SU: That’s a good place to begin. I have said—I never quite defined it in my mind—that I thought I was fortunate because, in a sense, I was born on the frontier or at least on the last edge of the frontier in this little community. I think it has given me in my life a very wide range of experience. The community is St. Johns, Ariz., settled by my grandfather when he was a young man. My father was born there. I was born there. I was a child in that small community. I was a teenager. I rarely left, and this is really the best place to grow up, I believe, for a child, in the small community where everybody knows everybody else. The most important thing, though, in terms of my upbringing, other than my parents and the devotion that they gave to their children, was the fact that you learned to live that kind of frontier lifestyle. I was a Depression kid as a teenager. The Depression had such a small impact on half the people in the country—the people who were living on farms and ranches and small towns and middle-size towns, you know, 30-, 40-, 50,000 people, particularly if you were living in the country and your family was producing a lot of its food. What’s more basic than that? You’re almost back to the Old Testament in some ways.

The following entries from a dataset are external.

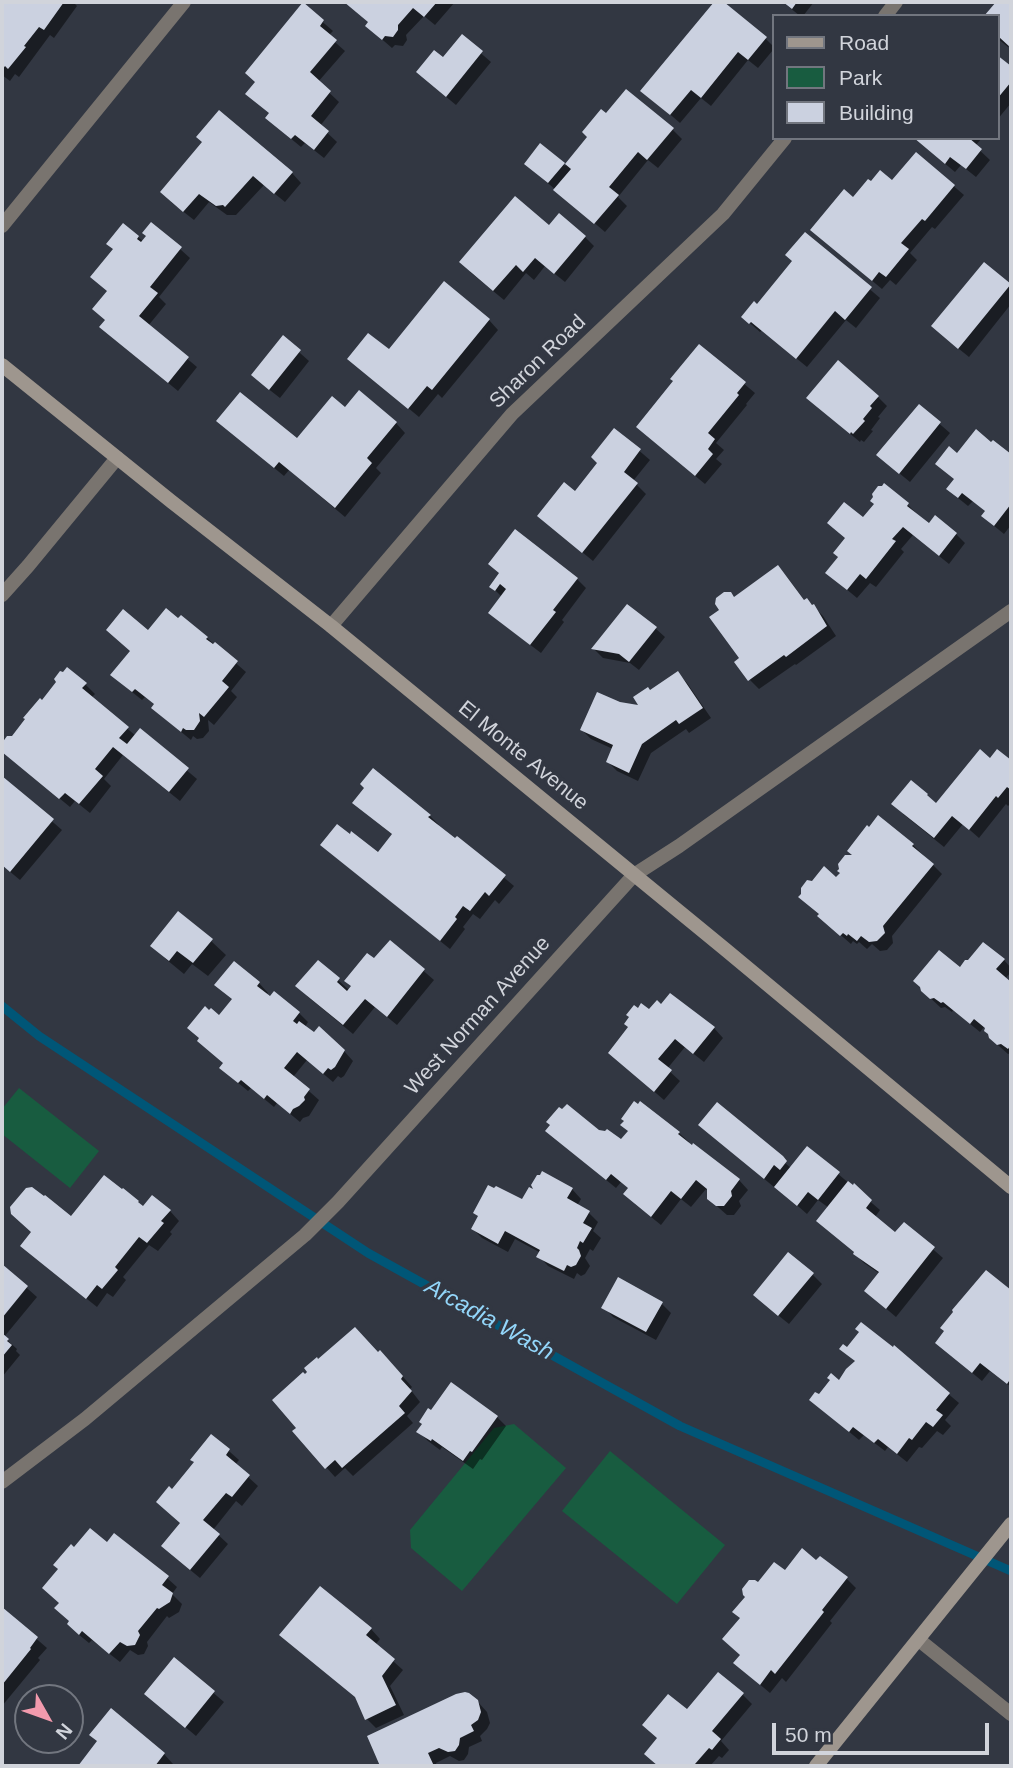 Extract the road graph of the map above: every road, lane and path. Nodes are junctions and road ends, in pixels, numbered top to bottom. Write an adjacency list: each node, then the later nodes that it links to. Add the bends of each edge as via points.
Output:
1 (184, 2): 3 (street)
2 (783, 140): 8 (street, Sharon Road, via 723,214 512,414)
3 (2, 226)
4 (2, 365): 5 (street, El Monte Avenue)
5 (117, 458): 6 (street); 8 (street, El Monte Avenue)
6 (2, 595)
7 (1011, 611): 9 (street, West Norman Avenue)
8 (331, 626): 9 (street, El Monte Avenue)
9 (634, 875): 10 (street, El Monte Avenue); 11 (street, West Norman Avenue, via 305,1235 85,1419)
10 (1011, 1187)
11 (2, 1482)
12 (1011, 1524): 13 (street)
13 (919, 1640): 14 (street); 15 (street)
14 (1011, 1714)
15 (816, 1766) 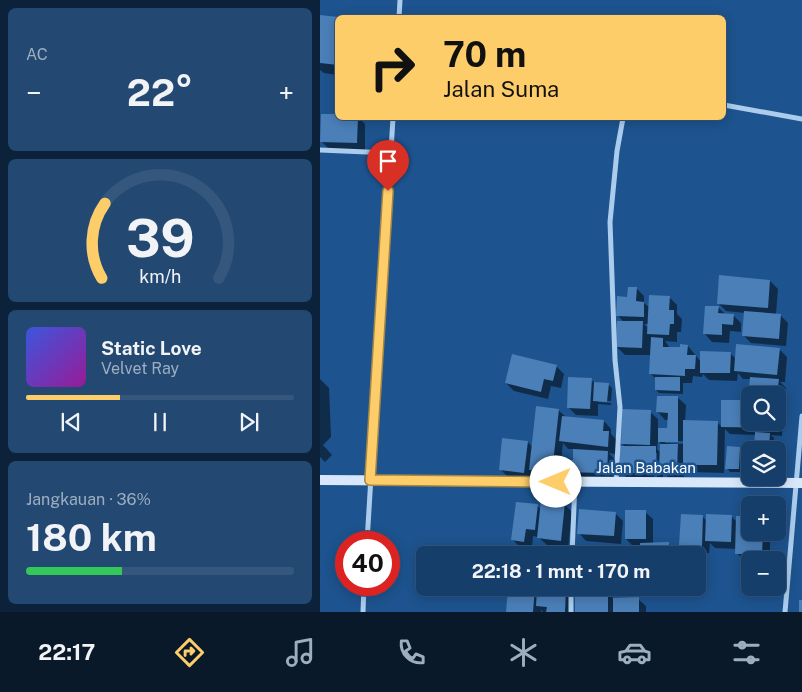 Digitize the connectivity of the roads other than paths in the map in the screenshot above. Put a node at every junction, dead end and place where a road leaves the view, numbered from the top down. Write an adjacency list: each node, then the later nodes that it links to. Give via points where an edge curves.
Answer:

In fact, my environment socially was a Mormon community, where the people had lived in that community 40 years. People were accustomed to working together, as you have to do in a small community, of putting the community first. That’s a theme, Jack, in my last book, as you know—The Forgotten Pioneers. I went back into my life to sort of form the framework of that.
JL: Could you talk a bit about how your grandfather, your grandparents, any recollections you might have, getting to St. Johns in the first place?
SU: My grandparents were all Mormon pioneers, and they were sent south by Brigham Young. It was pretty tough country in southern Utah in the 1850s, 1860s and later. Juanita Brooks, who wrote that wonderful book about the Mountain Meadow Massacre and about my great-grandfather, John B. Lee, she said it was kind of a Siberia. I think I know what she meant because once the Mormons got started in Salt Lake City, they had a theater, they were strong on music, they had all kinds of cultural things that began to develop and were encouraged. Brigham Young and the Mormons had a devotion to culture, to music and other things.
These people that were sent south, you’re going out on the edge of the frontier and you’ve got to start settlement. You’ve got to learn how to build a house from scratch. And they’re living and working with horses. That’s where my life overlapped with those people because as a young kid my father had about a 60-80 acre farm. We raised alfalfa. That was the one money crop. We could sell hay to dairies in Winslow, Gallup and other places. So I grew up working with horses and riding horses. I was even a little cowboy when I was 11, 12 years old, back in the Depression days. My dad had a part interest in a ranch, and I’d go out there for a month or six weeks and live with cowboys. So I had these kinds of basic experiences, which are inevitably transmitted into values.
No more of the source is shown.